Try it
Where the data below has the string "Left", return the whole line.

Records from a data source
== Segment start ==

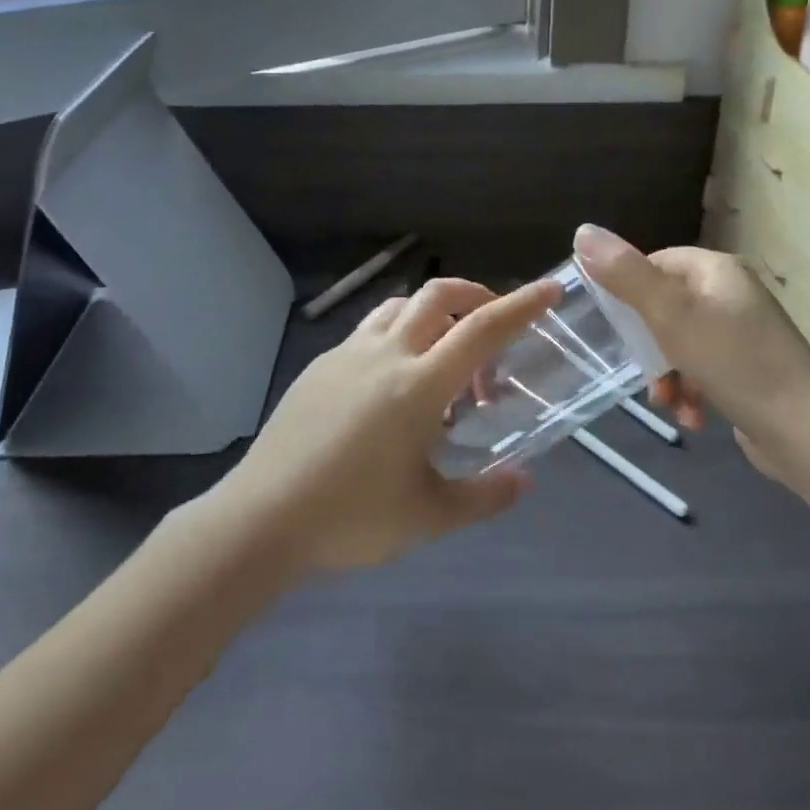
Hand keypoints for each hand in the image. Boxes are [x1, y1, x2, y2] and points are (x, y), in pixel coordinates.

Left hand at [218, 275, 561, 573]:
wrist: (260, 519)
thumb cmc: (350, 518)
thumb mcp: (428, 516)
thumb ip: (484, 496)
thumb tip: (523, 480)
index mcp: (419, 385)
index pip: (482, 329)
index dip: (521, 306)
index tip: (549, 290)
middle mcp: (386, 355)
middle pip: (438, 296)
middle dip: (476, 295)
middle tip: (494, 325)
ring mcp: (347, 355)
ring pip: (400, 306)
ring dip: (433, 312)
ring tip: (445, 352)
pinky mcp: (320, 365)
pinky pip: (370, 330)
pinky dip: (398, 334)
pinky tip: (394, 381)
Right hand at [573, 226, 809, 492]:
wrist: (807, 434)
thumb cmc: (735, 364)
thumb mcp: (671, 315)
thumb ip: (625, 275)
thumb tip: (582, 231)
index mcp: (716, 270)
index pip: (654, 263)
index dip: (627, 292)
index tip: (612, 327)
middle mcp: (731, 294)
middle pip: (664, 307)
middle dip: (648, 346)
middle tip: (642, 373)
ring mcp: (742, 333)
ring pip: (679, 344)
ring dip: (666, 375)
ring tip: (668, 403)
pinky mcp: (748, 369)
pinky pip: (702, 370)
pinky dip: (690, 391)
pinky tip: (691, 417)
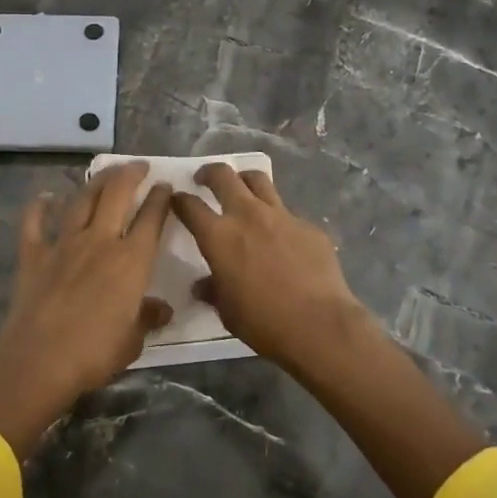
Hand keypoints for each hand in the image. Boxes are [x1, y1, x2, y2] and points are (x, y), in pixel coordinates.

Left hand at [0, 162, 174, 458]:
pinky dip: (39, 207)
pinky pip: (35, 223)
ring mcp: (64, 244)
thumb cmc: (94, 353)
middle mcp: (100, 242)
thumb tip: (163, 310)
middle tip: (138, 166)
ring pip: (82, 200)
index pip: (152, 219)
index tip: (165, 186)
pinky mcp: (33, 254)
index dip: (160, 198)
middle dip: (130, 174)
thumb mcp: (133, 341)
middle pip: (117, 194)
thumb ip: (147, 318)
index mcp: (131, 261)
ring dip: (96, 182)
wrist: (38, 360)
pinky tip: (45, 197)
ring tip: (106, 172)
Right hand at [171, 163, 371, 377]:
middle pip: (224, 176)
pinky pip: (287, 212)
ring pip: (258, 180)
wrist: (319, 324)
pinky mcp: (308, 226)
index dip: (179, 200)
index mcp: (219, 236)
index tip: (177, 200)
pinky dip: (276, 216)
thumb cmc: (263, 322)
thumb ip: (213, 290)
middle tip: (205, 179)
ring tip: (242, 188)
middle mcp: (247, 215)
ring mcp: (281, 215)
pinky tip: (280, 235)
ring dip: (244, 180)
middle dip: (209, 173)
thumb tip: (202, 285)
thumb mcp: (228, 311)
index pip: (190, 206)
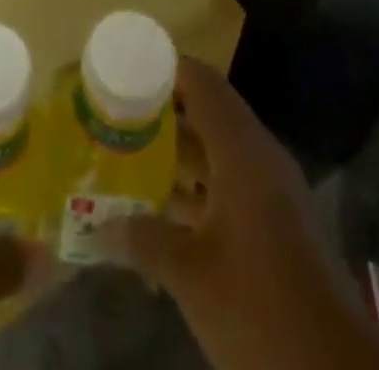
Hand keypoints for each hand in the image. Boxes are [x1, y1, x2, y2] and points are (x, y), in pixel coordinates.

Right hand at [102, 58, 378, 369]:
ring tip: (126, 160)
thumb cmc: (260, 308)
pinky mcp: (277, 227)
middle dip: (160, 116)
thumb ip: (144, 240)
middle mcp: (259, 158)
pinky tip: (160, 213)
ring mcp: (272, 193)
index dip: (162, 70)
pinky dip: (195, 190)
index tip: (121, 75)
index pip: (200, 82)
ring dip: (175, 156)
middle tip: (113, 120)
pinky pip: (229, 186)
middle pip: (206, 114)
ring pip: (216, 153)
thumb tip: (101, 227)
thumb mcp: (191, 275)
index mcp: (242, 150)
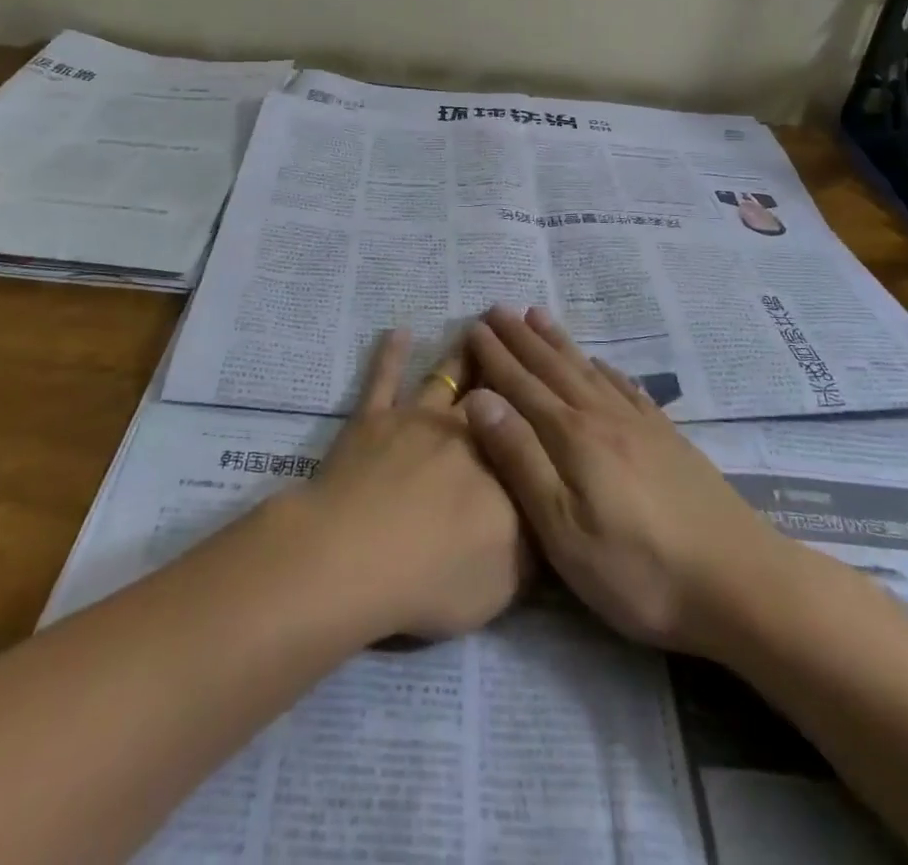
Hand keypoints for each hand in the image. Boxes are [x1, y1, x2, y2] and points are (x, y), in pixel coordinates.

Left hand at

== Segment end ==
== Segment start ==

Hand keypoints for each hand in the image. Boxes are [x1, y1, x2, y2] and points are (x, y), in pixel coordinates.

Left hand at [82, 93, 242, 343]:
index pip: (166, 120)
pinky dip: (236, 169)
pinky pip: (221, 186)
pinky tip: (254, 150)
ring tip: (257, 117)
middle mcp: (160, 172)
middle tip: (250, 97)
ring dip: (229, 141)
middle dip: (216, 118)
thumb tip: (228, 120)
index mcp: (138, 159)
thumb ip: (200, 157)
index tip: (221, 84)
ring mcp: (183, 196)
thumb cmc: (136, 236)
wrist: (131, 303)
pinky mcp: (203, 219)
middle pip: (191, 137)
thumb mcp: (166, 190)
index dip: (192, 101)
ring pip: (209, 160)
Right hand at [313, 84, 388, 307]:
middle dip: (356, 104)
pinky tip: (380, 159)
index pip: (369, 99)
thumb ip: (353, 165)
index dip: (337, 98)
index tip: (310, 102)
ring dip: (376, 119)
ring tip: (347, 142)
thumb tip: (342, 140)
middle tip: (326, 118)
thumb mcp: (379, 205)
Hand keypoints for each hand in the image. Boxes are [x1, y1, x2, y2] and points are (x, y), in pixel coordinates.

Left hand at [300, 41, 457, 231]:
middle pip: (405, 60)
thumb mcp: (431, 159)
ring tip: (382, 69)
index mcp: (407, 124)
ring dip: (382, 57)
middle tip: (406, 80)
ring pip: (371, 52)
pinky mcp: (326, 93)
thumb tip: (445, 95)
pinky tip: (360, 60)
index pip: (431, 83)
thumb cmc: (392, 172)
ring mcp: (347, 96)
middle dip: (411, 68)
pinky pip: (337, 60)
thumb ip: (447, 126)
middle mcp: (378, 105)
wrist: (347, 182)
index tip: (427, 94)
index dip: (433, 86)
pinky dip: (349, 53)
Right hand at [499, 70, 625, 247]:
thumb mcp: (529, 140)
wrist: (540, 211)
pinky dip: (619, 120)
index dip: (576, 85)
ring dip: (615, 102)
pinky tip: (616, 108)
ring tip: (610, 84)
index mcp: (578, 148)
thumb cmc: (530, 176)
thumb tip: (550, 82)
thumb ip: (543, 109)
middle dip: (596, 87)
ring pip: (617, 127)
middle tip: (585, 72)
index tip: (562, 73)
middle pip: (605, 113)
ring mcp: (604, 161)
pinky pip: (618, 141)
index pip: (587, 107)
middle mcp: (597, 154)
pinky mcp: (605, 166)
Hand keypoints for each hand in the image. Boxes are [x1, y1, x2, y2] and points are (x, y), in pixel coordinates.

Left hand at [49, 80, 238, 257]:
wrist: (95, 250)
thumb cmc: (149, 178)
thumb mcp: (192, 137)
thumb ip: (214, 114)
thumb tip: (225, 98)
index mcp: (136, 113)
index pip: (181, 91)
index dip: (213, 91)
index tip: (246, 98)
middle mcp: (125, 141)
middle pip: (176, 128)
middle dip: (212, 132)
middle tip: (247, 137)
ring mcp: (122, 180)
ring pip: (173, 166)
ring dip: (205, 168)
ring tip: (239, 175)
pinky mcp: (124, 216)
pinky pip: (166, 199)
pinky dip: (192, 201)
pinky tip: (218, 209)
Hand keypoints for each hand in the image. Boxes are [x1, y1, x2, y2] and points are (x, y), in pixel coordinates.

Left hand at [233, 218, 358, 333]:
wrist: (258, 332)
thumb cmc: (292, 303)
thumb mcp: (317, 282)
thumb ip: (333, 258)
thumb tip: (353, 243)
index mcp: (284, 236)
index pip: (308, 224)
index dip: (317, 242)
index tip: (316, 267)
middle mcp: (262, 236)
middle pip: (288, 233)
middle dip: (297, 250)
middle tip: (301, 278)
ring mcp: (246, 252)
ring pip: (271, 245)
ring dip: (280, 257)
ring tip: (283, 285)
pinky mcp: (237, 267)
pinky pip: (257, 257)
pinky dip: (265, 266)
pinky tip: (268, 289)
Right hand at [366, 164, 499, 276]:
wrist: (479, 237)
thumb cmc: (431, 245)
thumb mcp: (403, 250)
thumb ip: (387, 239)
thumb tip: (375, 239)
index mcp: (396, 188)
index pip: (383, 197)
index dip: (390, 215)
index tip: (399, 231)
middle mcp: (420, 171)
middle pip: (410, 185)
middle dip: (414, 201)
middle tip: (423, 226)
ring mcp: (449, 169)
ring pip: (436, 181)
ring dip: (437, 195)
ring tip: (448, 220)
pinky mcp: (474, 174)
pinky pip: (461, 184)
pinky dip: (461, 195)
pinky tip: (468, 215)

== Segment end ==

Exercise response
Left hand at [218, 275, 561, 573]:
Left hand at [0, 162, 174, 458]:
Left hand at
Left hand at [82, 93, 242, 343]:
Left hand at [300, 41, 457, 231]:
Left hand at [49, 80, 238, 257]:
Left hand at [233, 218, 358, 333]:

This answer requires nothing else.